Il blog dell’Osservatorio caduti sul lavoro ha pubblicato dei dati relativi alle morti sul lavoro in Italia riguardanti il periodo che va tra il 1 gennaio al 3 agosto 2011. “Dall’inizio dell’anno ci sono stati 380 morti per infortuni sui luoghi di lavoro, ma si arriva a contarne oltre 680 se si aggiungono i lavoratori deceduti sulle strade e in itinere. Erano 325 sui luoghi di lavoro il 3 agosto del 2010, l’aumento è del 14,5%”. Dati e numeri allarmanti in controtendenza rispetto alle stime riportate dall’INAIL nel suo report annuale 2010. Per una differenza che si innesta in particolare sul calcolo o meno del lavoro sommerso, dei lavoratori non regolari, “nascosti”, di cui non si ha denuncia né quindi notizia.

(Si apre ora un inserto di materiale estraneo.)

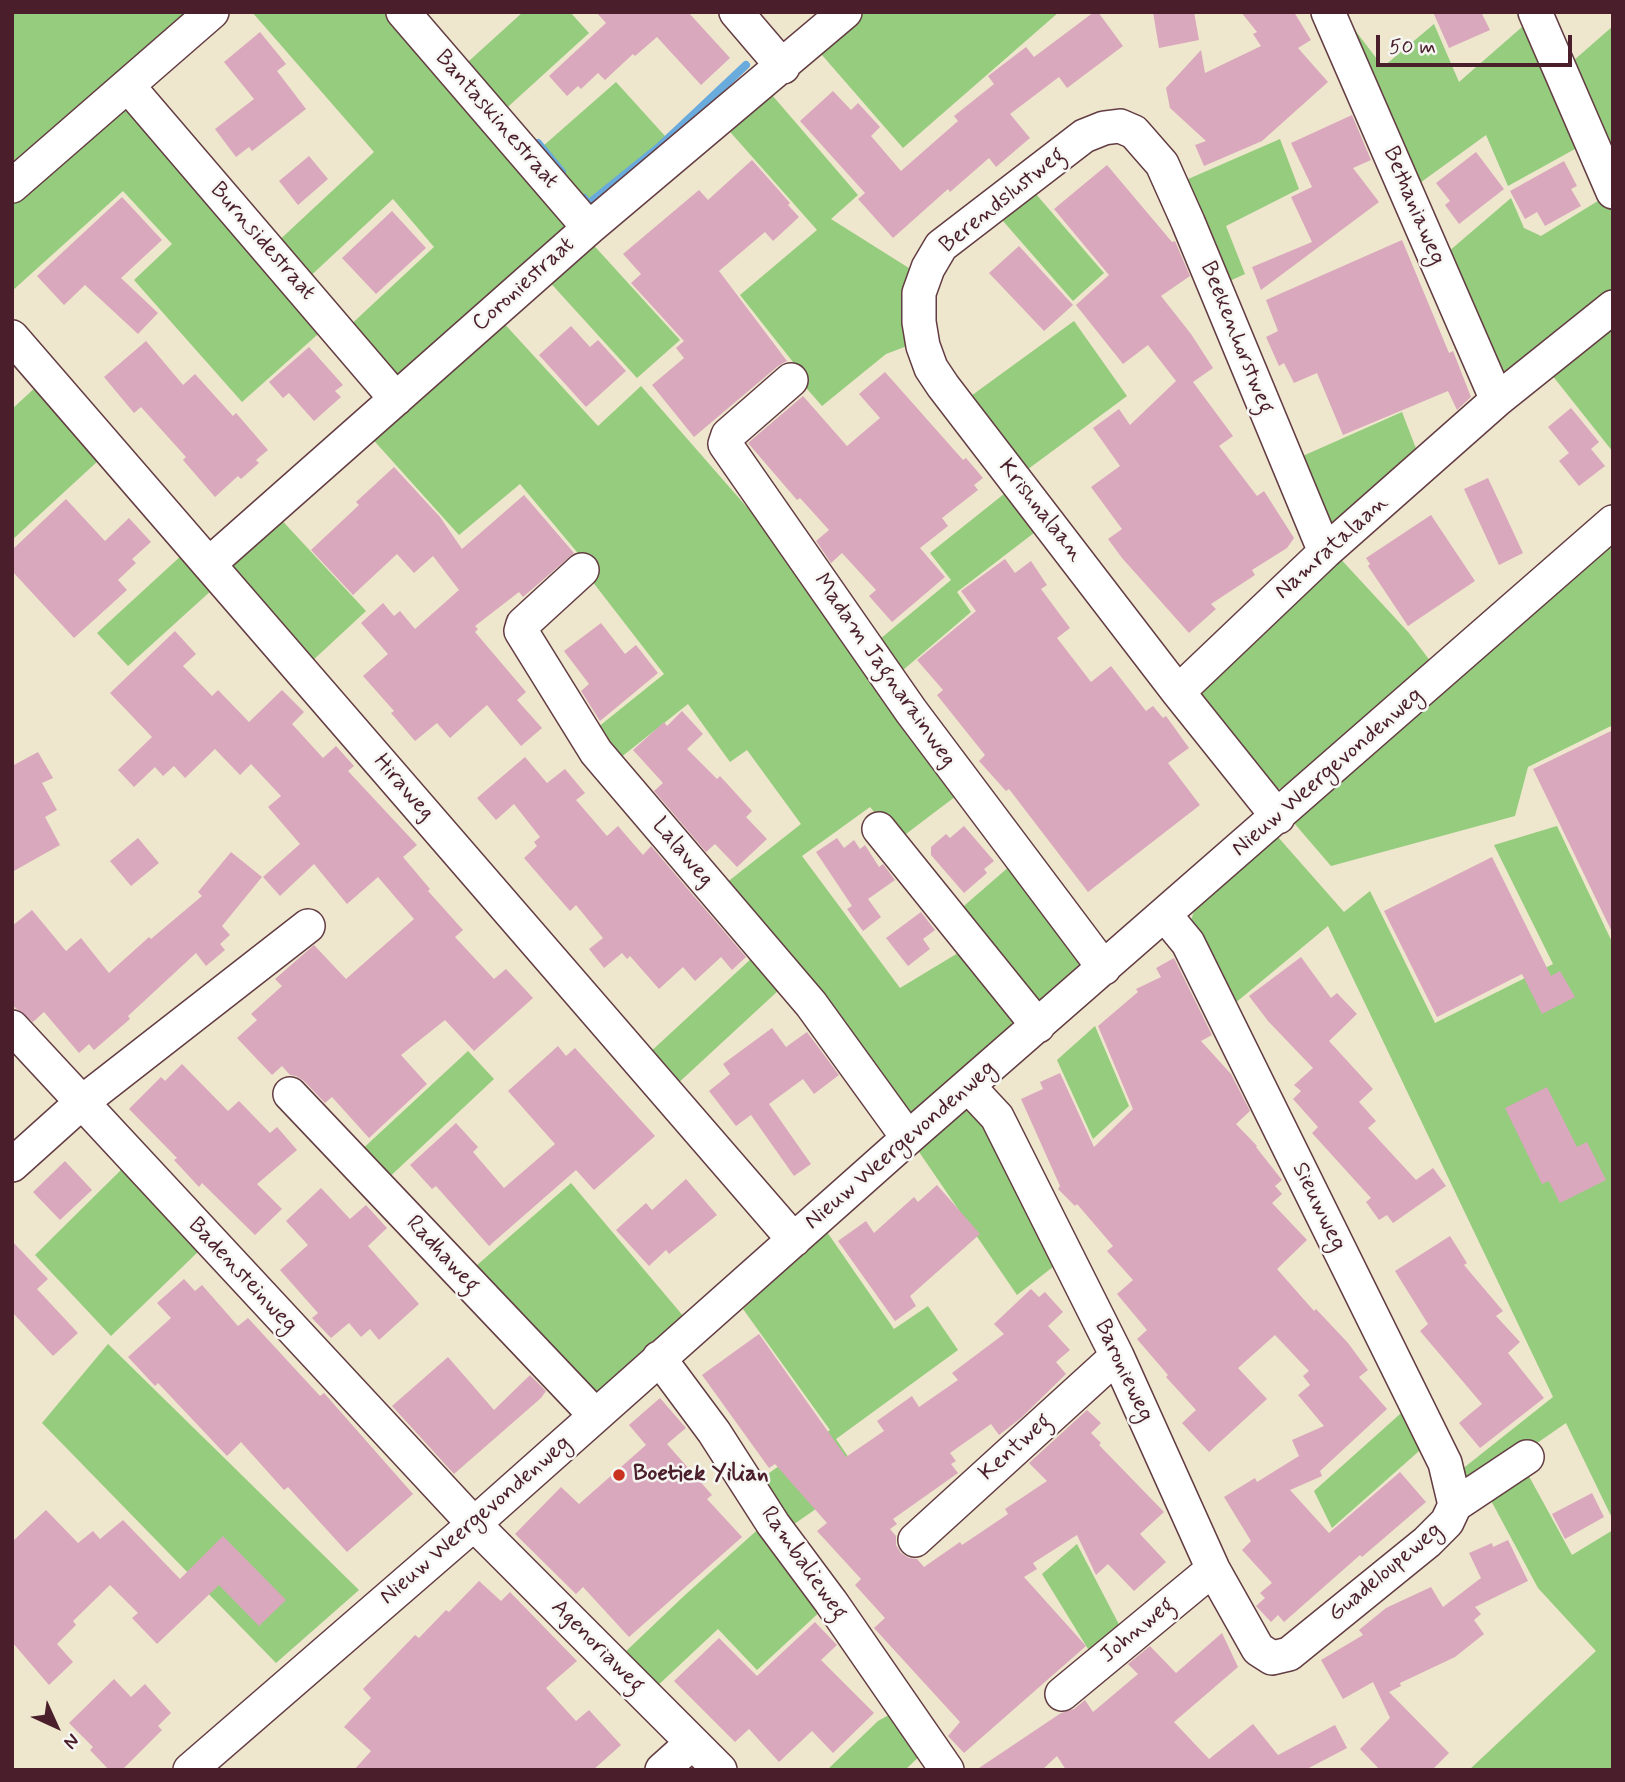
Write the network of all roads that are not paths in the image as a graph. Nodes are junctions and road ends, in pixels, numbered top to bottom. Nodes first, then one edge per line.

La discussione in Italia su queste ferite è aperta. Abbiamo ascoltato la voce di un’Associazione nata per creare una rete di intenti e assistenza tra le famiglie colpite da una “bianca” e salariale tragedia.

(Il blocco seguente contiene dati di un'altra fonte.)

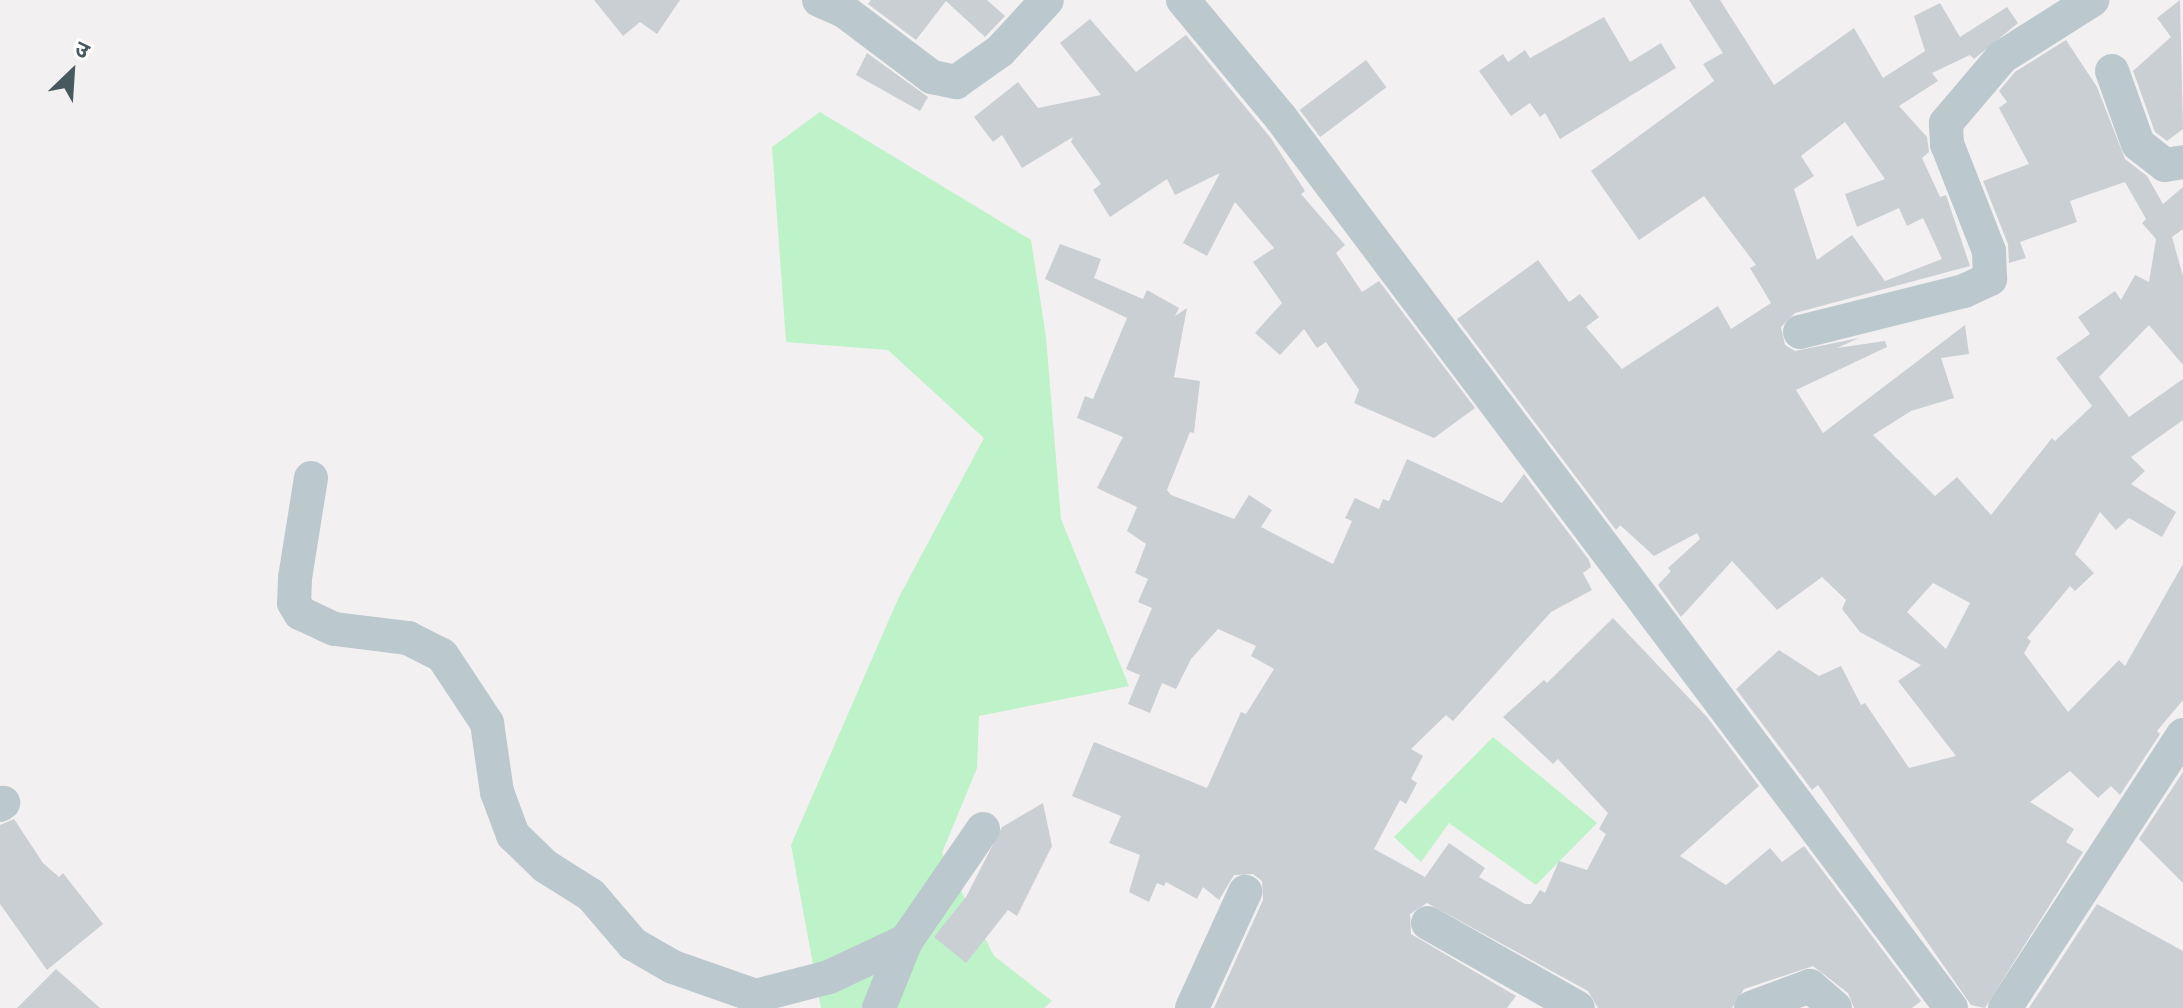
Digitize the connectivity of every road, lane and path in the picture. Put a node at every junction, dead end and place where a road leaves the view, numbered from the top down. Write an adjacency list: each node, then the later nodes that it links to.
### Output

Sig.ra Marota a chi si rivolge l’Associazione nella quale ha deciso di impegnarsi. Che speranze ripone in essa.
L’Associazione nazionale familiari morti sul lavoro è nata con lo scopo di riunire, avvicinare le famiglie dei lavoratori caduti. Vuole essere uno strumento di coesione, un punto di ritrovo per chi si trova ormai dentro una lotta fatta di sofferenze, mancanze. Per riunirne gli intenti, i sentimenti e le difficoltà. È nata grazie a Carlo Soricelli, e al suo impegno quotidiano che ritengo impagabile. Con lui abbiamo buttato giù l’idea che in pochi giorni si è concretizzata sul web e che ricominceremo concretamente a sostenere dal prossimo e vicino mese di settembre.
Ho voluto aderire convinta che l’unione faccia veramente la forza, che unite insieme, persone che ricordo sono state colpite da una tragedia improvvisa, inaspettata, possano far sentire la propria voce, le proprie denunce per cercare giustizia per ciò che è accaduto e soluzioni perché ciò non accada più.

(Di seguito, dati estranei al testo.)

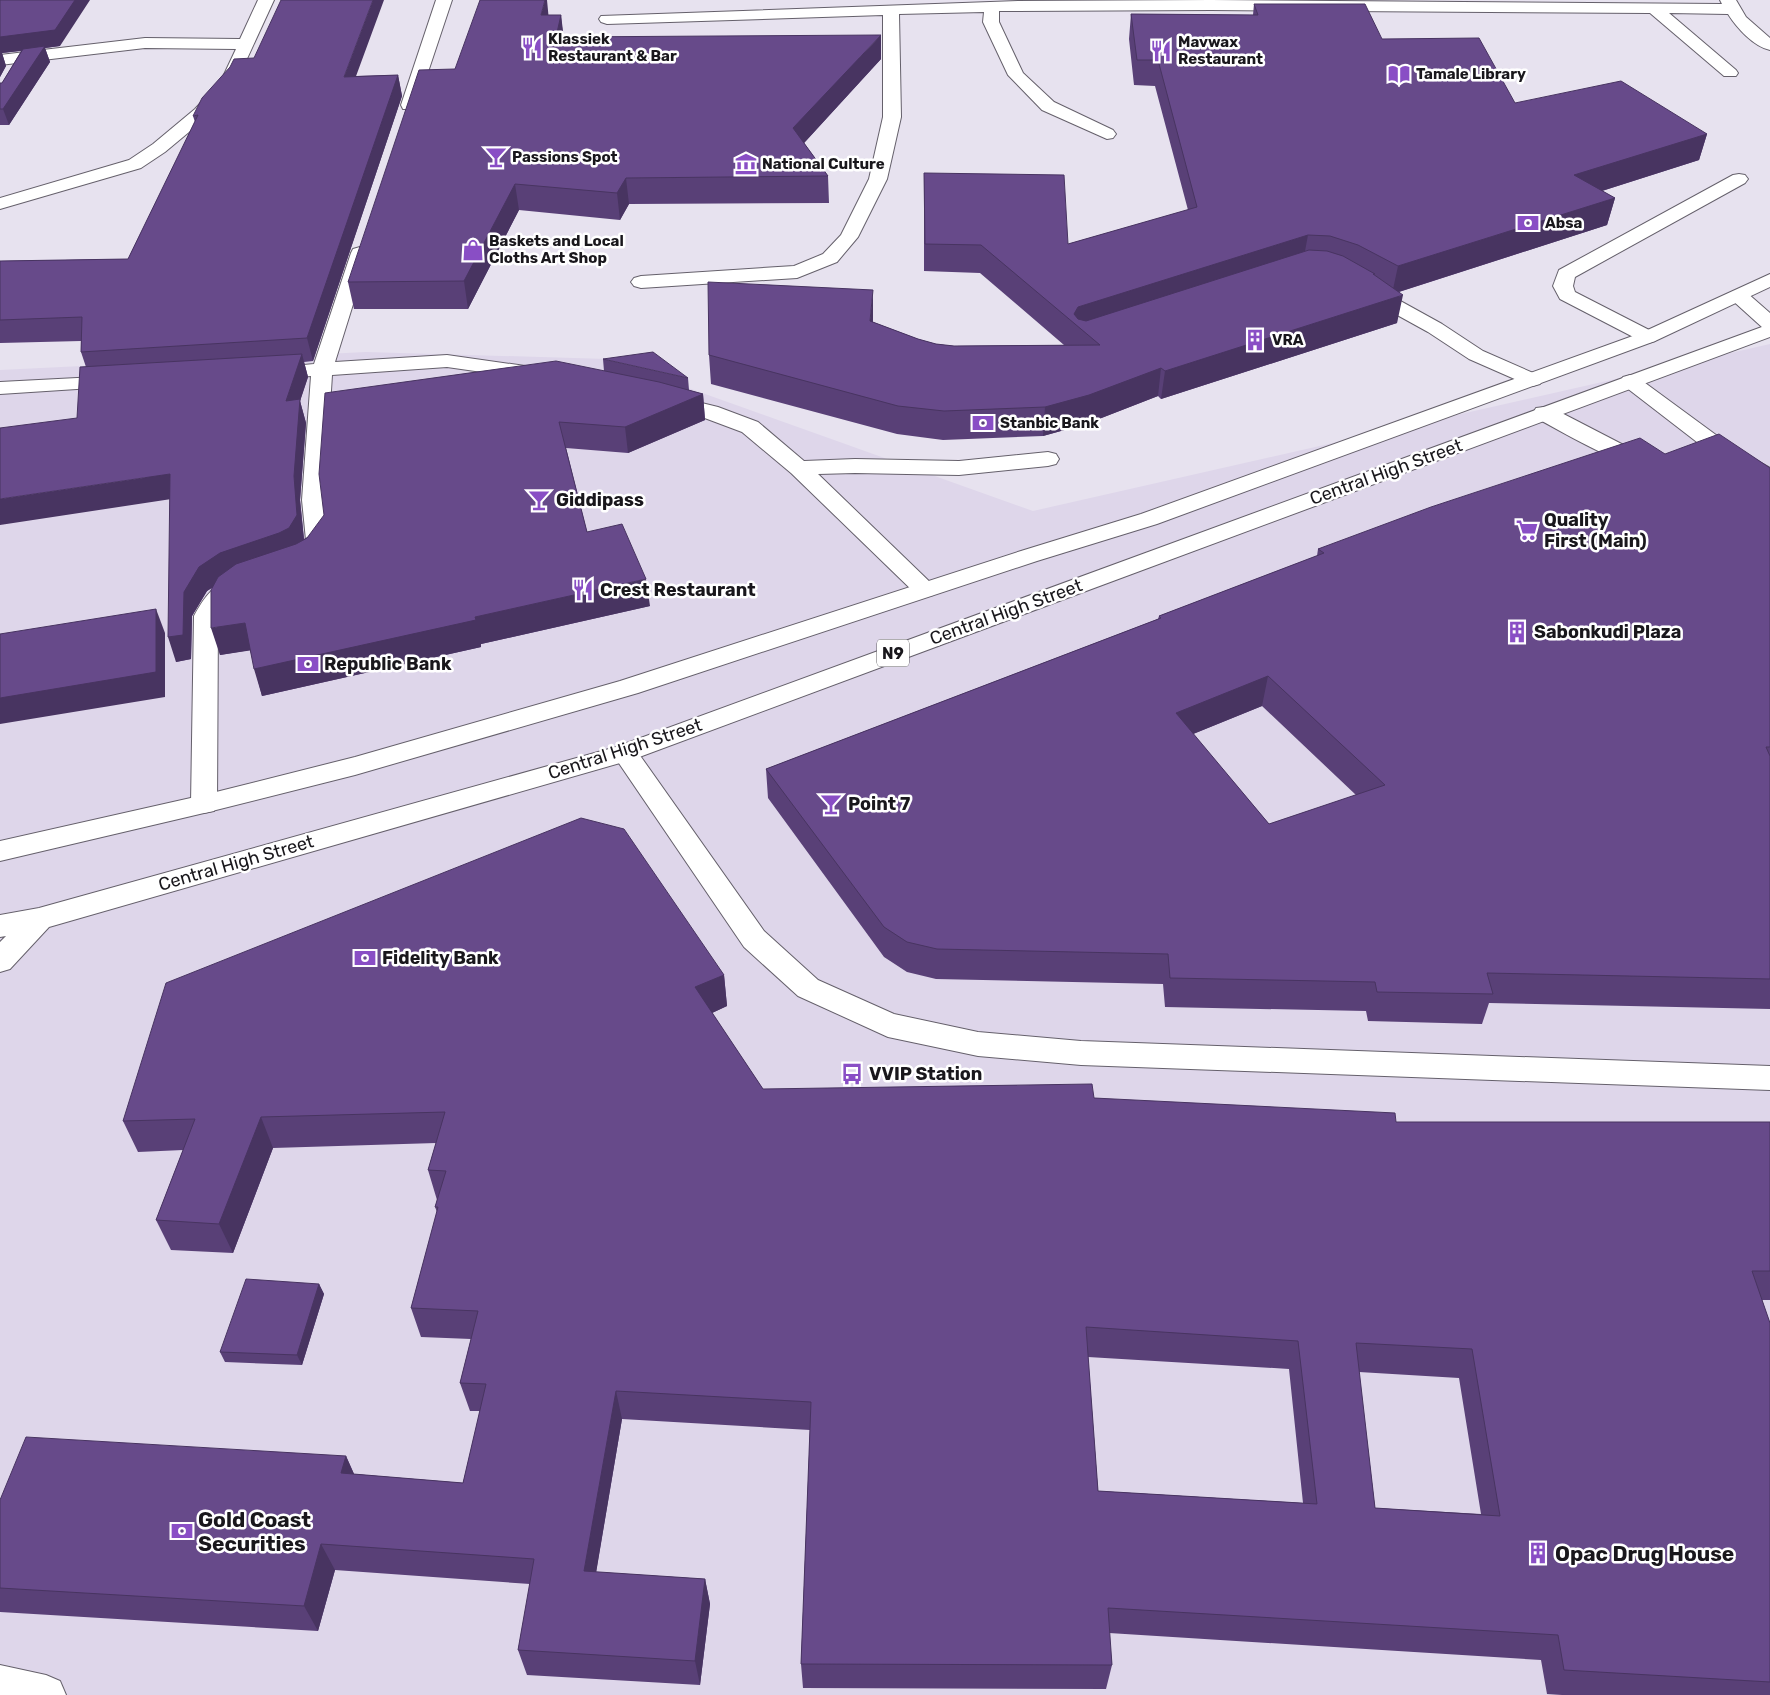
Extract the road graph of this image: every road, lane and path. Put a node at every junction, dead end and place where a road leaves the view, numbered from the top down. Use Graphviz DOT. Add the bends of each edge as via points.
graph roads {
  1 [pos="266,0"];
  2 [pos="444,0"];
  3 [pos="1210,2"];
  4 [pos="1729,4"];
  5 [pos="992,7"];
  6 [pos="1653,8"];
  7 [pos="891,10"];
  8 [pos="607,19"];
  9 [pos="1766,40"];
  10 [pos="246,44"];
  11 [pos="0,60"];
  12 [pos="1730,73"];
  13 [pos="403,123"];
  14 [pos="1107,134"];
  15 [pos="1739,179"];
  16 [pos="0,204"];
  17 [pos="366,237"];
  18 [pos="1770,280"];
  19 [pos="641,282"];
  20 [pos="1354,283"];
  21 [pos="1739,296"];
  22 [pos="1770,324"];
  23 [pos="1770,330"];
  24 [pos="1648,336"];
  25 [pos="322,370"];
  26 [pos="254,374"];
  27 [pos="561,379"];
  28 [pos="136,380"];
  29 [pos="1534,380"];
  30 [pos="1630,381"];
  31 [pos="0,388"];
  32 [pos="645,396"];
  33 [pos="1544,413"];
  34 [pos="1723,451"];
  35 [pos="1696,455"];
  36 [pos="1048,459"];
  37 [pos="1669,460"];
  38 [pos="799,468"];
  39 [pos="1770,477"];
  40 [pos="925,590"];
  41 [pos="625,753"];
  42 [pos="204,804"];
  43 [pos="0,851"];
  44 [pos="39,919"];
  45 [pos="0,926"];
  46 [pos="0,961"];
  47 [pos="1770,1078"];
  48 [pos="0,1685"];
  49 [pos="46,1695"];
  1 -- 10 [label="main road"];
  2 -- 13 [label="main road"];
  3 -- 5 [label="main road"];
  3 -- 6 [label="main road"];
  4 -- 6 [label="main road"];
  4 -- 9 [label="main road" via="1742,23"];
  5 -- 7 [label="main road"];
  5 -- 14 [label="main road" via="991,22 1016,75 1048,106"];
  6 -- 12 [label="main road"];
  7 -- 8 [label="main road"];
  7 -- 19 [label="main road" via="892,117 878,180 843,244 830,258 797,272"];
  10 -- 11 [label="main road" via="145,43 17,66"];
  10 -- 16 [label="main road" via="228,82 201,112 135,164"];
  15 -- 24 [label="main road" via="1566,274 1563,286 1567,295"];
  17 -- 25 [label="main road"];
  18 -- 21 [label="main road, Central High Street"];
  20 -- 29 [label="main road" via="1476,355"];
  21 -- 22 [label="main road"];
  21 -- 24 [label="main road, Central High Street"];
  23 -- 30 [label="main road, Central High Street / N9"];
  24 -- 29 [label="main road, Central High Street"];
  25 -- 26 [label="main road"];
  25 -- 27 [label="main road" via="448,361"];
  25 -- 42 [label="main road" via="314,500 318,540 305,558 295,564 236,584 216,598 206,616"];
  28 -- 31 [label="main road"];
  29 -- 40 [label="main road, Central High Street" via="1149,519"];
  30 -- 33 [label="main road, Central High Street / N9"];
  30 -- 34 [label="main road"];
  32 -- 38 [label="main road" via="710,412 750,427"];
  33 -- 37 [label="main road" via="1629,457 1645,461"];
  33 -- 41 [label="main road, Central High Street / N9"];
  34 -- 35 [label="main road"];
  34 -- 39 [label="main road"];
  36 -- 38 [label="main road" via="959,468"];
  38 -- 40 [label="main road"];
  40 -- 42 [label="main road, Central High Street" via="629,687 355,766"];
  41 -- 44 [label="main road, Central High Street / N9"];
  41 -- 47 [label="main road" via="754,939 808,988 888,1025 978,1044 1081,1053"];
  42 -- 43 [label="main road, Central High Street"];
  44 -- 45 [label="main road, Central High Street / N9"];
  44 -- 46 [label="main road"];
  48 -- 49 [label="main road"];
}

La morte sul lavoro è spesso ostracizzata, lasciata fuori dai media, dalla comunicazione. Riesce a venire a galla soltanto in casi eclatanti, come nel caso della Thyssen per esempio, in tragedie di gruppo che non possono non essere descritte. Si avverte la sensazione che pochi facciano qualcosa, pochi ne parlino, come se non stessimo affrontando discorsi che riguardino la vita di giovani, donne e uomini morti mentre stavano lavorando. Nel corso del mio dramma mi sono trovata spesso sola, su tutti i fronti, lottando contro i mulini a vento.
Spero che l’Associazione possa essere un rimedio a questa solitudine, che unisca che avvicini e crei condizioni utili al sollievo e al riconoscimento di diritti per i lavoratori che sono venuti a mancare e per i loro familiari. Diritti dei quali non sempre è scontato il riconoscimento.
Che sostegno darete ai familiari, come si articolerà il vostro impegno.
Dare un sostegno innanzitutto morale, personale, e poi nel districarsi nella burocrazia, nei riconoscimenti, nelle indennità assicurative. Un sostegno psicologico quindi e concreto. L’Associazione è nata da pochi giorni, ci stiamo strutturando, stiamo raccogliendo le adesioni di avvocati, psicologi. Colgo quindi l’occasione per invitare chi volesse entrare a far parte del gruppo di contattarci e mettere a disposizione la propria professionalità.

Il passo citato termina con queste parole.